RECORDED INFORMATION:
+++

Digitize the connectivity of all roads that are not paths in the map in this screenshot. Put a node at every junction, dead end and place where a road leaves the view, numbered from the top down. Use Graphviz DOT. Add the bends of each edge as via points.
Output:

+++

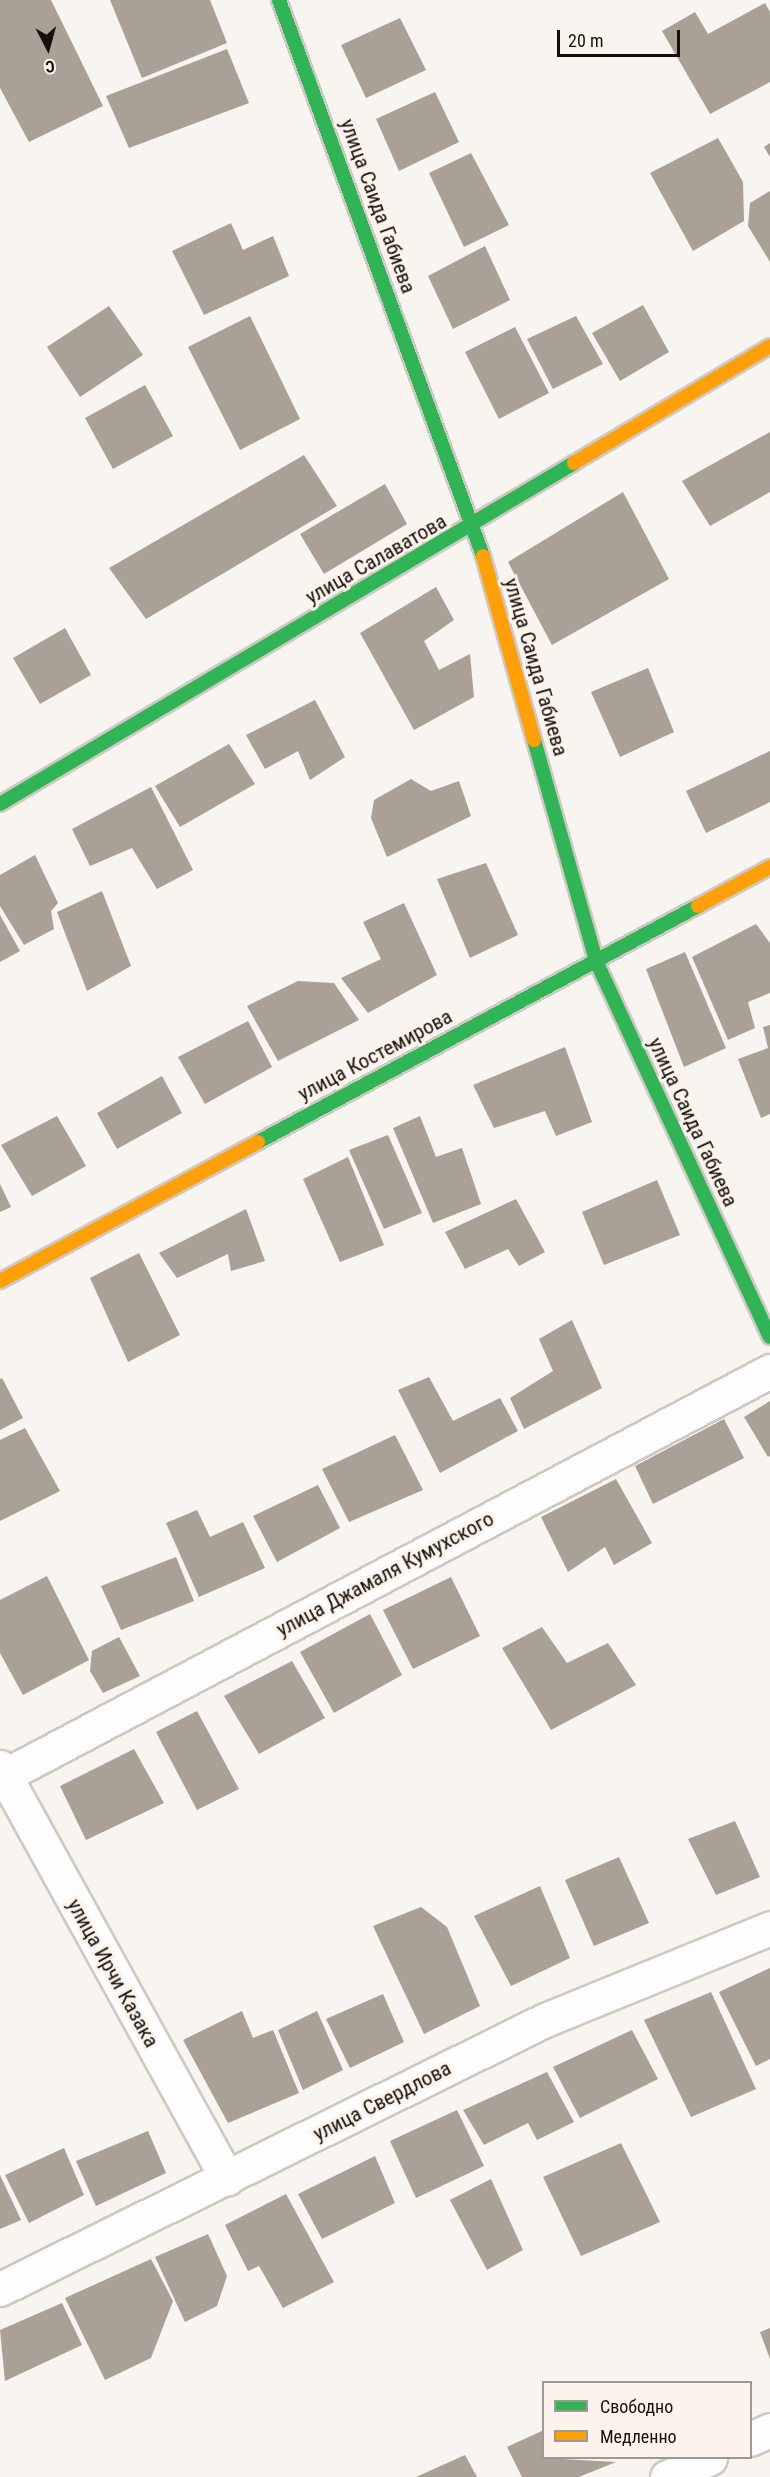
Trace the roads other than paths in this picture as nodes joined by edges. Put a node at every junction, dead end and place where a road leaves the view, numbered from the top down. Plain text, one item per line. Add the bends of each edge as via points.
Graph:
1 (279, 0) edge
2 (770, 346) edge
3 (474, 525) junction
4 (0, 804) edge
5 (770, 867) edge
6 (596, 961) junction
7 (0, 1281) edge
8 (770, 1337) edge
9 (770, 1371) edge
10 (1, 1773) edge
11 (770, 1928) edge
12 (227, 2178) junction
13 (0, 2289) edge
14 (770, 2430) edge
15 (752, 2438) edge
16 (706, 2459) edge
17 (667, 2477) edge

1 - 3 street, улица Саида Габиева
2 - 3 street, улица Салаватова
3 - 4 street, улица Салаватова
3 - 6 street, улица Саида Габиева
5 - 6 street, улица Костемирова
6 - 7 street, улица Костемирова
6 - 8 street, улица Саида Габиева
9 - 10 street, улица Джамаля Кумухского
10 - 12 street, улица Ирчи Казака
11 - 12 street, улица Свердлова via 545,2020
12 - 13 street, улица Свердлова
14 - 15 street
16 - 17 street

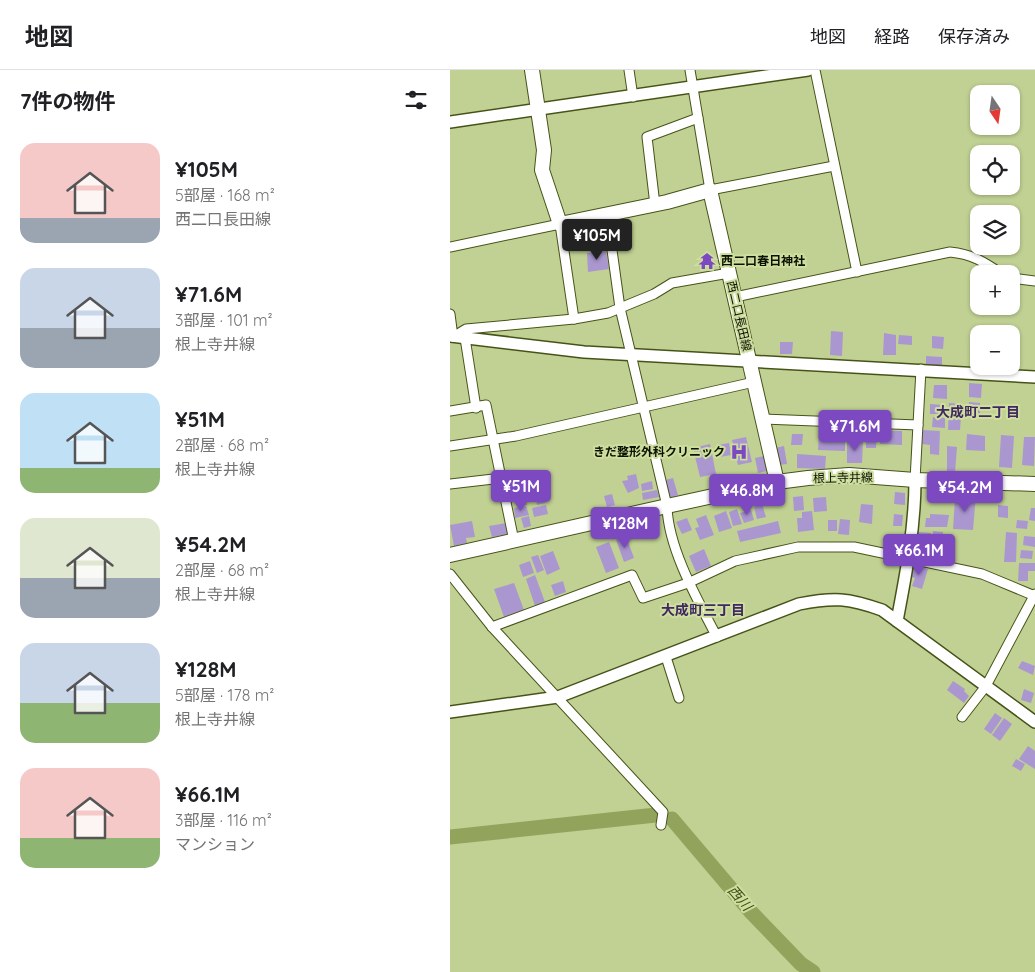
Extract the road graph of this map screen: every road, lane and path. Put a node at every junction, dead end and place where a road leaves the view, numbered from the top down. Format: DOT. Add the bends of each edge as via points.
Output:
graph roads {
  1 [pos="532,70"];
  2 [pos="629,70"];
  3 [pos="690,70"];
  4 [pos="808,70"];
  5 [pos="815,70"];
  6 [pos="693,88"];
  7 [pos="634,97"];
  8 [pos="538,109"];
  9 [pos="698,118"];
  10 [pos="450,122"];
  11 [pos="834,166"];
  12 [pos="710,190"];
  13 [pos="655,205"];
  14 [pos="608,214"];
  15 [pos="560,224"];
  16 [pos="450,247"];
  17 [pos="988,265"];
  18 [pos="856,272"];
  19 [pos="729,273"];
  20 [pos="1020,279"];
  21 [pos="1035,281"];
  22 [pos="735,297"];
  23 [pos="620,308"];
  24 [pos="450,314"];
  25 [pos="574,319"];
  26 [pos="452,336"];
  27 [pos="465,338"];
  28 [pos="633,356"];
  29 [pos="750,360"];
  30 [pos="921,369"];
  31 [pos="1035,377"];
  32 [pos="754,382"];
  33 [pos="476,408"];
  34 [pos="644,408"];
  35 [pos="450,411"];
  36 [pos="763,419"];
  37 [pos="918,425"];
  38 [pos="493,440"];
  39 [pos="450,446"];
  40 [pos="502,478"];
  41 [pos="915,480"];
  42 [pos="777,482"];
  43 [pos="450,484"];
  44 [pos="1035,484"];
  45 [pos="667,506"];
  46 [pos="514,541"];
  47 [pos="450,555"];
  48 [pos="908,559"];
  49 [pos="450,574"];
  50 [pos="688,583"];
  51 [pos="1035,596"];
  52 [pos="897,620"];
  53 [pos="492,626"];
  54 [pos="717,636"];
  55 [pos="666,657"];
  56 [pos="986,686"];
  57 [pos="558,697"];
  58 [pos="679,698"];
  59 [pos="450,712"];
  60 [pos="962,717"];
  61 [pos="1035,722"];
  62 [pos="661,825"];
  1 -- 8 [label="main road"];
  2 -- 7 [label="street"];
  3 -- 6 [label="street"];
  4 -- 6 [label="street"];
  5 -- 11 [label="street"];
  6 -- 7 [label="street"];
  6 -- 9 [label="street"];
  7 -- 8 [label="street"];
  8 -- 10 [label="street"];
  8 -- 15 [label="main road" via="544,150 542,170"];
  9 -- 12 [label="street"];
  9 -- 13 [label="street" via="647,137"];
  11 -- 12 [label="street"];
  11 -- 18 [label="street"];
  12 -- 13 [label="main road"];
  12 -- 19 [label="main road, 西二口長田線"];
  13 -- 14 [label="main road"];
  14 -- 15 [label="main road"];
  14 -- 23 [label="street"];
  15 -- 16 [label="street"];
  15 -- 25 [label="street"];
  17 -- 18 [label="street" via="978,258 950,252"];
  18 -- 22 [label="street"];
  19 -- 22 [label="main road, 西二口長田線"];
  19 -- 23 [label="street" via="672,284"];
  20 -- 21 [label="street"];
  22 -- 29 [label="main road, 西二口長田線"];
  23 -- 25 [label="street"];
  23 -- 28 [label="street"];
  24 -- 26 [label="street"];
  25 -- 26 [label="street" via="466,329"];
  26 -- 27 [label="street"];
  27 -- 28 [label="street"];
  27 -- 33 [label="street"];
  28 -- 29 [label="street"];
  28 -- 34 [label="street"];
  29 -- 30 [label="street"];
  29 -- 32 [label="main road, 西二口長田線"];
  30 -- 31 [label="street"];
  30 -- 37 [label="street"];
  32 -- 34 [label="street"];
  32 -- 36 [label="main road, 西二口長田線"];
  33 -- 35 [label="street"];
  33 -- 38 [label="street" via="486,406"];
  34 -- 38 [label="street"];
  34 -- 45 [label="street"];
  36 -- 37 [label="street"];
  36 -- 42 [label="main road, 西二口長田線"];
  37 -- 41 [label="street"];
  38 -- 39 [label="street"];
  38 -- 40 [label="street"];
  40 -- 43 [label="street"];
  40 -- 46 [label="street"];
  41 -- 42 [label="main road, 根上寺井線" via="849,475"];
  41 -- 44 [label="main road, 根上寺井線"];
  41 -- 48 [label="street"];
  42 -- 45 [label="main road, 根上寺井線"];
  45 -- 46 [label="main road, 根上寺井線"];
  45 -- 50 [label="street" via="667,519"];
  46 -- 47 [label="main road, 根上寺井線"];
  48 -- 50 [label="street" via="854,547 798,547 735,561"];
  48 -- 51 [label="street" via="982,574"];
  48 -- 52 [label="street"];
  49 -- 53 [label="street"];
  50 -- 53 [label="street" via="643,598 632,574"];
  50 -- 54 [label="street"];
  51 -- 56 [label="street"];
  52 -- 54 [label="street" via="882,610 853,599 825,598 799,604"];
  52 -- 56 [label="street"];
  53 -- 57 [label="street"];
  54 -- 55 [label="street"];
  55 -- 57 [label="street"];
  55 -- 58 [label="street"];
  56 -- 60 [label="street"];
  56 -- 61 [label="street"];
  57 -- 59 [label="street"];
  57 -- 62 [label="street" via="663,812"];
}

+++

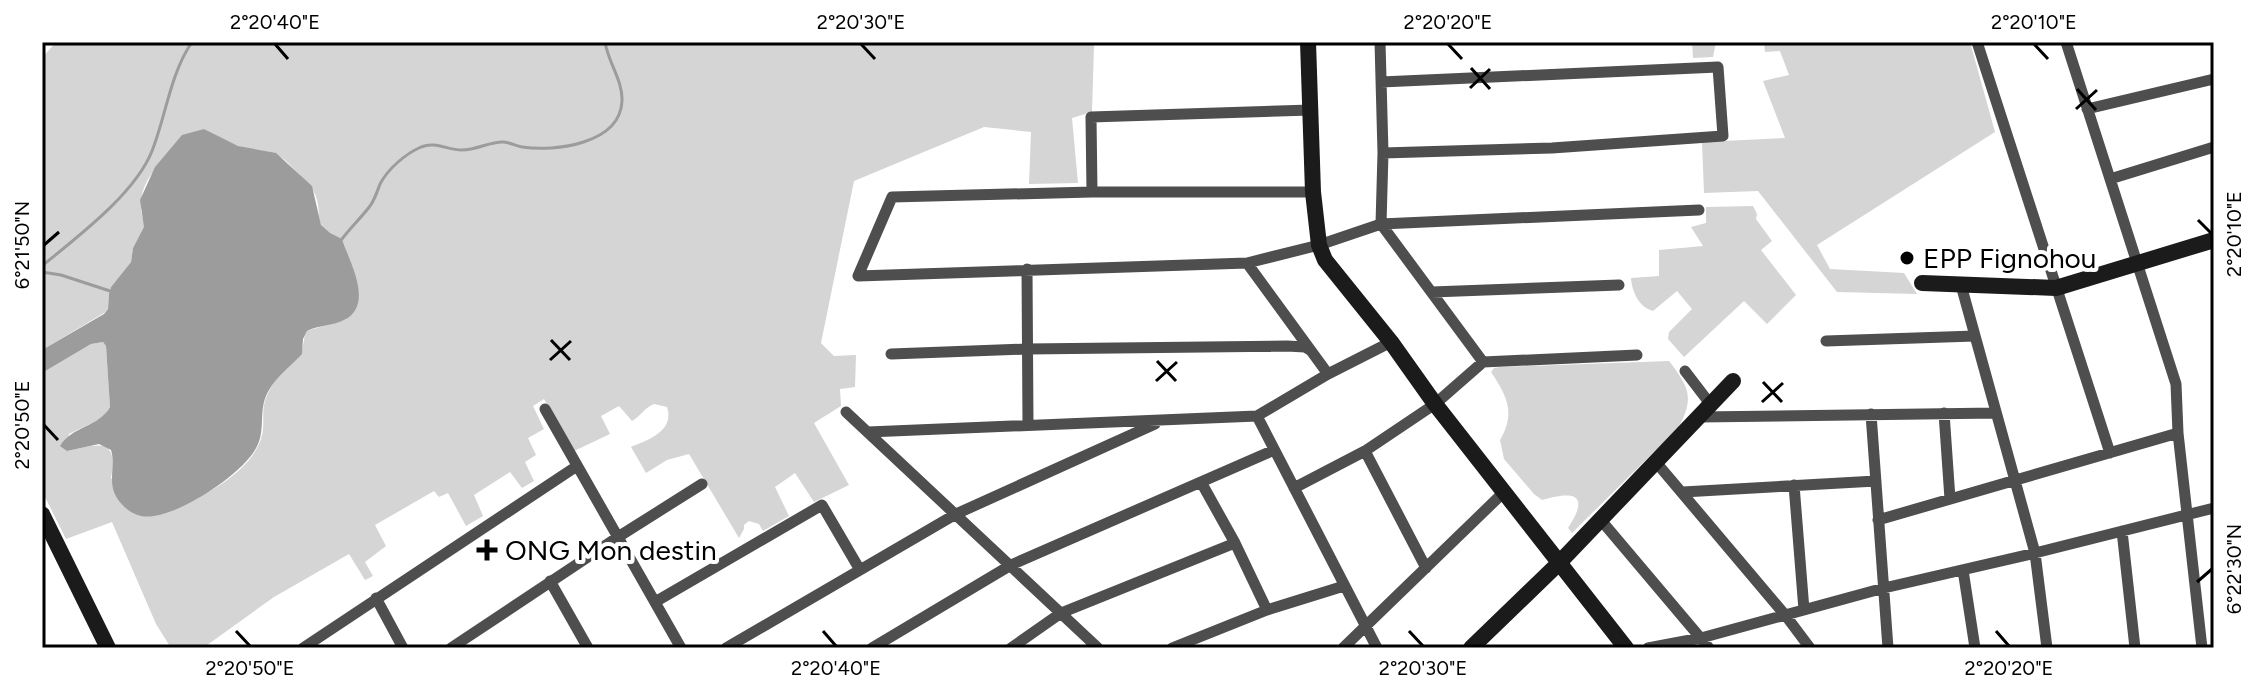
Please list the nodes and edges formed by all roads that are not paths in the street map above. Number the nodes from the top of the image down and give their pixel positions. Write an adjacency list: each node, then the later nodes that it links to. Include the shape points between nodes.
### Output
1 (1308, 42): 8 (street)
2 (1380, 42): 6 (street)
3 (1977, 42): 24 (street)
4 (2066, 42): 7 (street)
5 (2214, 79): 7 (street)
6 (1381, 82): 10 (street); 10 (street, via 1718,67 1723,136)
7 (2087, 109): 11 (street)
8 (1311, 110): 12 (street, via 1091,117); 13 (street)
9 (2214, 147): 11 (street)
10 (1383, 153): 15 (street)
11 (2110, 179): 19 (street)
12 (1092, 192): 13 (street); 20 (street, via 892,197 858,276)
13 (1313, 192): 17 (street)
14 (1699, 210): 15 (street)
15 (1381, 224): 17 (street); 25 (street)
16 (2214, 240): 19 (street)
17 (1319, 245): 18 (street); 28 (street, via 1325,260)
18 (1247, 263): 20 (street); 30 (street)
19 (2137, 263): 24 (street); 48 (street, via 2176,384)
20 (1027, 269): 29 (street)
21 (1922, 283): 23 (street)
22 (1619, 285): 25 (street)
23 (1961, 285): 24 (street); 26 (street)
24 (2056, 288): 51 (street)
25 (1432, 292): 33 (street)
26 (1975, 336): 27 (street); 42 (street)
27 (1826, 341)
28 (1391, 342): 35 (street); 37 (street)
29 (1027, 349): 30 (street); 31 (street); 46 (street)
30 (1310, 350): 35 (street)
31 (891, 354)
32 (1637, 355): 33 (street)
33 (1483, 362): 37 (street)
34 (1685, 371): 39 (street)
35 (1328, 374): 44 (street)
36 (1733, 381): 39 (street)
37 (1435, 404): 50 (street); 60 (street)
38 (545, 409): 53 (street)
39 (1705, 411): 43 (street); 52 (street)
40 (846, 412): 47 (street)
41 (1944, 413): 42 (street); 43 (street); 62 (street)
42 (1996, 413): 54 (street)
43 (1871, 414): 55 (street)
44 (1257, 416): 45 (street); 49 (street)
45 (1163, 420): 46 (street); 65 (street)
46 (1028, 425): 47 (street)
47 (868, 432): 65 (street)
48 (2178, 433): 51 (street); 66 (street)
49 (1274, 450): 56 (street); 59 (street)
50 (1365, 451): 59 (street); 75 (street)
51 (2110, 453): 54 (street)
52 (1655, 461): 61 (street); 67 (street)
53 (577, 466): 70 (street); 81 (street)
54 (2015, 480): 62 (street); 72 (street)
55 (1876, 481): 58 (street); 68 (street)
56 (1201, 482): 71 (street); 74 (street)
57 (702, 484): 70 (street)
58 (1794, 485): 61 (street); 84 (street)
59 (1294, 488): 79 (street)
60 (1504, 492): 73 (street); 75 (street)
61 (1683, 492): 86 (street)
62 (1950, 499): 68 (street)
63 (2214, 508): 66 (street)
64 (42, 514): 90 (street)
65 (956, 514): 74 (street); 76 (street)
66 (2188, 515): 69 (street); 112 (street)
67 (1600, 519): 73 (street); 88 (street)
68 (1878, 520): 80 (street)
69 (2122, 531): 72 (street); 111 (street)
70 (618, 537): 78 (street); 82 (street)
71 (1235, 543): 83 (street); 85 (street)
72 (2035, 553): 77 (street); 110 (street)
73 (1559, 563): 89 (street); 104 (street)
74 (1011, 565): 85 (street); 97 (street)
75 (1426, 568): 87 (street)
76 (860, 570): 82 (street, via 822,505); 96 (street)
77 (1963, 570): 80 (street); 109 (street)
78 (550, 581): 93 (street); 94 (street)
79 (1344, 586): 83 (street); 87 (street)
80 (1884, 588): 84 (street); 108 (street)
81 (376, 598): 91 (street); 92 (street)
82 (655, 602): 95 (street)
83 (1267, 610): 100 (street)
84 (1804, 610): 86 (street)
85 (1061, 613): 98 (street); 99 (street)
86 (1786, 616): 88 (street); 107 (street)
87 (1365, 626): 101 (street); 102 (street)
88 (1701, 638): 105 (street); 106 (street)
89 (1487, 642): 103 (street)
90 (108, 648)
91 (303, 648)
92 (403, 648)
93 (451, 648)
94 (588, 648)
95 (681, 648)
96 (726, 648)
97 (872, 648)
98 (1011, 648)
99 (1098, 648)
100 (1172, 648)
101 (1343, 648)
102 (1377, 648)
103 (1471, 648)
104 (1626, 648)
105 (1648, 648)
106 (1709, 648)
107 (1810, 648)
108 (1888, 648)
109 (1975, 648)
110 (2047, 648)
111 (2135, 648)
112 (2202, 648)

+++

TASK TO COMPLETE:
What is needed is a single figure, the number of lines in the entries above that contain "bends".

COMPLETED TASK:
3